* **What is required**: Transcribe the records that follow. Keep every word exactly, and drop the pictures.

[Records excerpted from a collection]
········
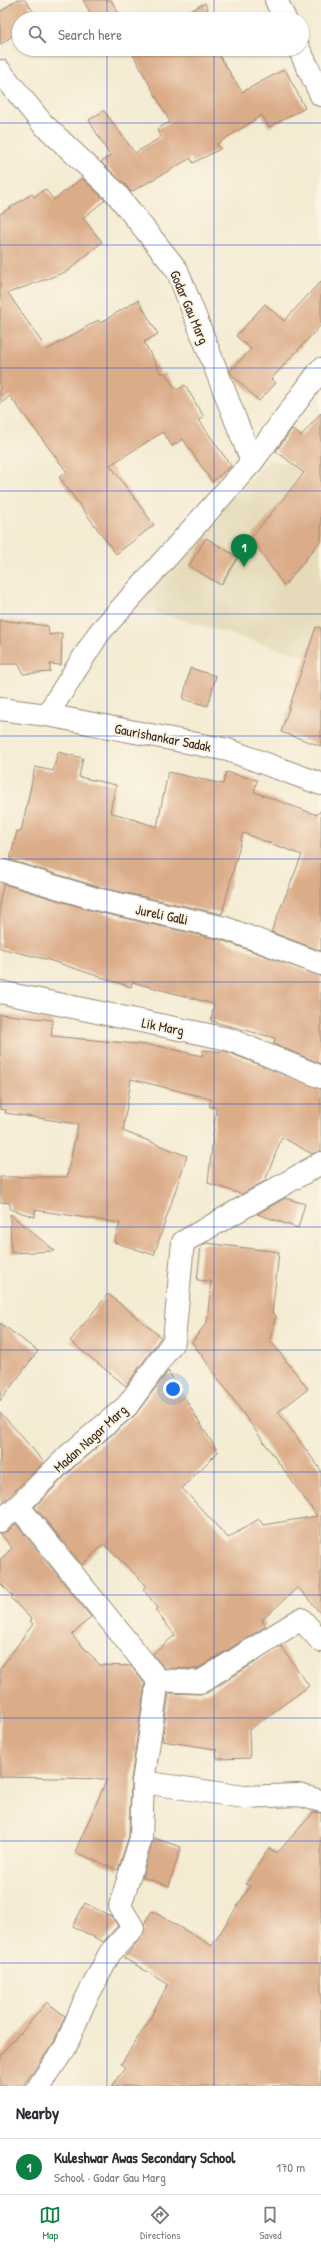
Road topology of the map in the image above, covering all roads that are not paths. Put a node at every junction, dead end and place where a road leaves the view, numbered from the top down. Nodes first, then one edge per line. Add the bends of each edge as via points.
1 (276, 0) edge
2 (282, 12) edge
3 (302, 56) edge
4 (0, 71) edge
5 (321, 95) edge
6 (321, 369) edge
7 (252, 462) junction
8 (0, 709) edge
9 (47, 715) junction
10 (321, 784) edge
11 (0, 870) edge
12 (321, 964) edge
13 (0, 992) edge
14 (321, 1076) edge
15 (321, 1163) edge
16 (18, 1506) junction
17 (0, 1521) edge
18 (321, 1641) edge
19 (158, 1680) junction
20 (143, 1782) junction
21 (321, 1801) edge
22 (40, 2086) edge

1 - 2 street
3 - 5 street
4 - 7 street, Godar Gau Marg via 42,123 115,192 177,270
6 - 7 street
7 - 9 street via 99,634
8 - 9 street, Gaurishankar Sadak
9 - 10 street, Gaurishankar Sadak via 228,750
11 - 12 street, Jureli Galli via 96,899 225,928
13 - 14 street, Lik Marg via 228,1039
15 - 16 street, Madan Nagar Marg via 183,1242 174,1341 127,1406 69,1455
16 - 17 street, Madan Nagar Marg
16 - 19 street
18 - 19 street via 301,1619 200,1682
19 - 20 street
20 - 21 street via 244,1797 299,1795
20 - 22 street via 141,1838 120,1906 133,1928 110,1953 83,2004 65,2048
········
* **Reply**:
Road topology of the map in the image above, covering all roads that are not paths. Put a node at every junction, dead end and place where a road leaves the view, numbered from the top down. Nodes first, then one edge per line. Add the bends of each edge as via points.
1 (276, 0) edge
2 (282, 12) edge
3 (302, 56) edge
4 (0, 71) edge
5 (321, 95) edge
6 (321, 369) edge
7 (252, 462) junction
8 (0, 709) edge
9 (47, 715) junction
10 (321, 784) edge
11 (0, 870) edge
12 (321, 964) edge
13 (0, 992) edge
14 (321, 1076) edge
15 (321, 1163) edge
16 (18, 1506) junction
17 (0, 1521) edge
18 (321, 1641) edge
19 (158, 1680) junction
20 (143, 1782) junction
21 (321, 1801) edge
22 (40, 2086) edge

1 - 2 street
3 - 5 street
4 - 7 street, Godar Gau Marg via 42,123 115,192 177,270
6 - 7 street
7 - 9 street via 99,634
8 - 9 street, Gaurishankar Sadak
9 - 10 street, Gaurishankar Sadak via 228,750
11 - 12 street, Jureli Galli via 96,899 225,928
13 - 14 street, Lik Marg via 228,1039
15 - 16 street, Madan Nagar Marg via 183,1242 174,1341 127,1406 69,1455
16 - 17 street, Madan Nagar Marg
16 - 19 street
18 - 19 street via 301,1619 200,1682
19 - 20 street
20 - 21 street via 244,1797 299,1795
20 - 22 street via 141,1838 120,1906 133,1928 110,1953 83,2004 65,2048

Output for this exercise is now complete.